Work order: Line by line, copy the entries exactly, excluding the pictures.

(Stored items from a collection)

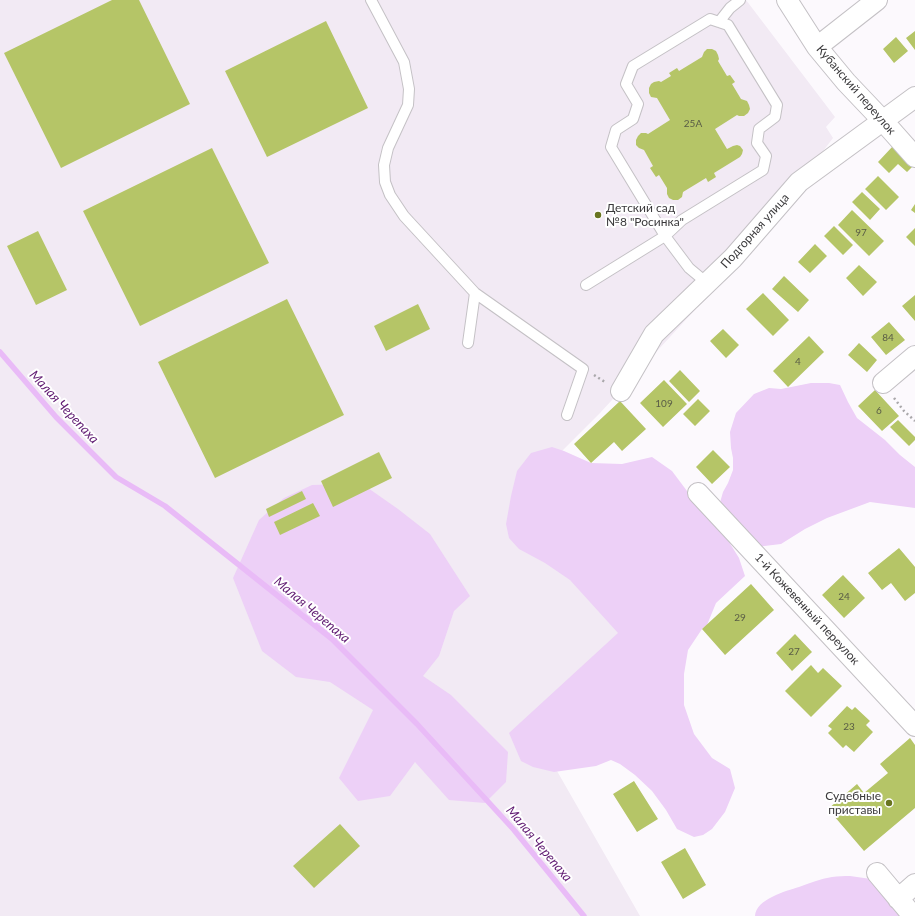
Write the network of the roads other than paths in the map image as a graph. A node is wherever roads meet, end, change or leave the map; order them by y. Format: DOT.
graph roads {
  1 [pos="371,0"];
  2 [pos="740,0"];
  3 [pos="787,0"];
  4 [pos="877,0"];
  5 [pos="719,22"];
  6 [pos="817,46"];
  7 [pos="915,97"];
  8 [pos="883,121"];
  9 [pos="915,157"];
  10 [pos="665,236"];
  11 [pos="707,283"];
  12 [pos="586,285"];
  13 [pos="475,294"];
  14 [pos="468,343"];
  15 [pos="915,356"];
  16 [pos="882,383"];
  17 [pos="621,391"];
  18 [pos="567,415"];
  19 [pos="698,493"];
  20 [pos="915,726"];
  21 [pos="877,873"];
  22 [pos="915,884"];
  23 [pos="898,899"];
  24 [pos="913,916"];
  1 -- 13 [label="lane"];
  2 -- 5 [label="lane"];
  3 -- 6 [label="street, Кубанский переулок"];
  4 -- 6 [label="street"];
  5 -- 10 [label="lane"];
  5 -- 10 [label="lane"];
  6 -- 8 [label="street, Кубанский переулок"];
  7 -- 8 [label="street, Подгорная улица"];
  8 -- 9 [label="street, Кубанский переулок"];
  8 -- 11 [label="street, Подгорная улица"];
  10 -- 11 [label="lane"];
  10 -- 12 [label="lane"];
  11 -- 17 [label="street, Подгорная улица"];
  13 -- 14 [label="lane"];
  13 -- 18 [label="lane"];
  15 -- 16 [label="street"];
  19 -- 20 [label="street, 1-й Кожевенный переулок"];
  21 -- 23 [label="street"];
  22 -- 23 [label="street"];
  23 -- 24 [label="street"];
}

Exercise solution:
Write the network of the roads other than paths in the map image as a graph. A node is wherever roads meet, end, change or leave the map; order them by y. Format: DOT.
graph roads {
  1 [pos="371,0"];
  2 [pos="740,0"];
  3 [pos="787,0"];
  4 [pos="877,0"];
  5 [pos="719,22"];
  6 [pos="817,46"];
  7 [pos="915,97"];
  8 [pos="883,121"];
  9 [pos="915,157"];
  10 [pos="665,236"];
  11 [pos="707,283"];
  12 [pos="586,285"];
  13 [pos="475,294"];
  14 [pos="468,343"];
  15 [pos="915,356"];
  16 [pos="882,383"];
  17 [pos="621,391"];
  18 [pos="567,415"];
  19 [pos="698,493"];
  20 [pos="915,726"];
  21 [pos="877,873"];
  22 [pos="915,884"];
  23 [pos="898,899"];
  24 [pos="913,916"];
  1 -- 13 [label="lane"];
  2 -- 5 [label="lane"];
  3 -- 6 [label="street, Кубанский переулок"];
  4 -- 6 [label="street"];
  5 -- 10 [label="lane"];
  5 -- 10 [label="lane"];
  6 -- 8 [label="street, Кубанский переулок"];
  7 -- 8 [label="street, Подгорная улица"];
  8 -- 9 [label="street, Кубанский переулок"];
  8 -- 11 [label="street, Подгорная улица"];
  10 -- 11 [label="lane"];
  10 -- 12 [label="lane"];
  11 -- 17 [label="street, Подгорная улица"];
  13 -- 14 [label="lane"];
  13 -- 18 [label="lane"];
  15 -- 16 [label="street"];
  19 -- 20 [label="street, 1-й Кожевенный переулок"];
  21 -- 23 [label="street"];
  22 -- 23 [label="street"];
  23 -- 24 [label="street"];
}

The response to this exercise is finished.